All the entries below should be reproduced exactly.

++++++++

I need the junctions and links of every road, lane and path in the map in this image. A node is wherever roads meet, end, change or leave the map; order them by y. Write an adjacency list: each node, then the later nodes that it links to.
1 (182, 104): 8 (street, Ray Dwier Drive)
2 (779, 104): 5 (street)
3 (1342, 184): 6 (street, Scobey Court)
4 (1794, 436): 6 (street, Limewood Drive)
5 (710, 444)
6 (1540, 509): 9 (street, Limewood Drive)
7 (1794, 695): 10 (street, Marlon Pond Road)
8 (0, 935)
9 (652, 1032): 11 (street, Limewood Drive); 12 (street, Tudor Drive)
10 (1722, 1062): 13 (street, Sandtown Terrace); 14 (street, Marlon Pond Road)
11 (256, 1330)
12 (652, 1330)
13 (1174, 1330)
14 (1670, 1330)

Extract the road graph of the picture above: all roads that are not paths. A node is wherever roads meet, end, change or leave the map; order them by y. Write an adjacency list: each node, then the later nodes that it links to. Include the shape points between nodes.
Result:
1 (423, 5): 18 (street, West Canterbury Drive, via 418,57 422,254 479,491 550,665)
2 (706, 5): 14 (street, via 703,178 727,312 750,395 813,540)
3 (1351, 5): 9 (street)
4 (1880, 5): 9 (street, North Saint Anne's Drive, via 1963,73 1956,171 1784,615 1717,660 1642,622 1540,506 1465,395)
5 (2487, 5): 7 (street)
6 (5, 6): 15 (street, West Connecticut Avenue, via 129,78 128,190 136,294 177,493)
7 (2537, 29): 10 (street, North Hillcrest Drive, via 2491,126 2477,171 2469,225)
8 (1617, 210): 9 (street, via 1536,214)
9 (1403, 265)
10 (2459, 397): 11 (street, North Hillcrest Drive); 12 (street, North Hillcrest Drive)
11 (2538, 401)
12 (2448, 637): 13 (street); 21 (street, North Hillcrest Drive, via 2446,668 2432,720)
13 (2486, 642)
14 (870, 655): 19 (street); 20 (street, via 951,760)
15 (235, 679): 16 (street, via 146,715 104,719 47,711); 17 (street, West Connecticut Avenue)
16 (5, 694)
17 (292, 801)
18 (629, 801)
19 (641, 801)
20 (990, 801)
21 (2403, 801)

++++++++

> _Reply to the exercise_:
I need the junctions and links of every road, lane and path in the map in this image. A node is wherever roads meet, end, change or leave the map; order them by y. Write an adjacency list: each node, then the later nodes that it links to.
1 (182, 104): 8 (street, Ray Dwier Drive)
2 (779, 104): 5 (street)
3 (1342, 184): 6 (street, Scobey Court)
4 (1794, 436): 6 (street, Limewood Drive)
5 (710, 444)
6 (1540, 509): 9 (street, Limewood Drive)
7 (1794, 695): 10 (street, Marlon Pond Road)
8 (0, 935)
9 (652, 1032): 11 (street, Limewood Drive); 12 (street, Tudor Drive)
10 (1722, 1062): 13 (street, Sandtown Terrace); 14 (street, Marlon Pond Road)
11 (256, 1330)
12 (652, 1330)
13 (1174, 1330)
14 (1670, 1330)

Extract the road graph of the picture above: all roads that are not paths. A node is wherever roads meet, end, change or leave the map; order them by y. Write an adjacency list: each node, then the later nodes that it links to. Include the shape points between nodes.
Result:
1 (423, 5): 18 (street, West Canterbury Drive, via 418,57 422,254 479,491 550,665)
2 (706, 5): 14 (street, via 703,178 727,312 750,395 813,540)
3 (1351, 5): 9 (street)
4 (1880, 5): 9 (street, North Saint Anne's Drive, via 1963,73 1956,171 1784,615 1717,660 1642,622 1540,506 1465,395)
5 (2487, 5): 7 (street)
6 (5, 6): 15 (street, West Connecticut Avenue, via 129,78 128,190 136,294 177,493)
7 (2537, 29): 10 (street, North Hillcrest Drive, via 2491,126 2477,171 2469,225)
8 (1617, 210): 9 (street, via 1536,214)
9 (1403, 265)
10 (2459, 397): 11 (street, North Hillcrest Drive); 12 (street, North Hillcrest Drive)
11 (2538, 401)
12 (2448, 637): 13 (street); 21 (street, North Hillcrest Drive, via 2446,668 2432,720)
13 (2486, 642)
14 (870, 655): 19 (street); 20 (street, via 951,760)
15 (235, 679): 16 (street, via 146,715 104,719 47,711); 17 (street, West Connecticut Avenue)
16 (5, 694)
17 (292, 801)
18 (629, 801)
19 (641, 801)
20 (990, 801)
21 (2403, 801)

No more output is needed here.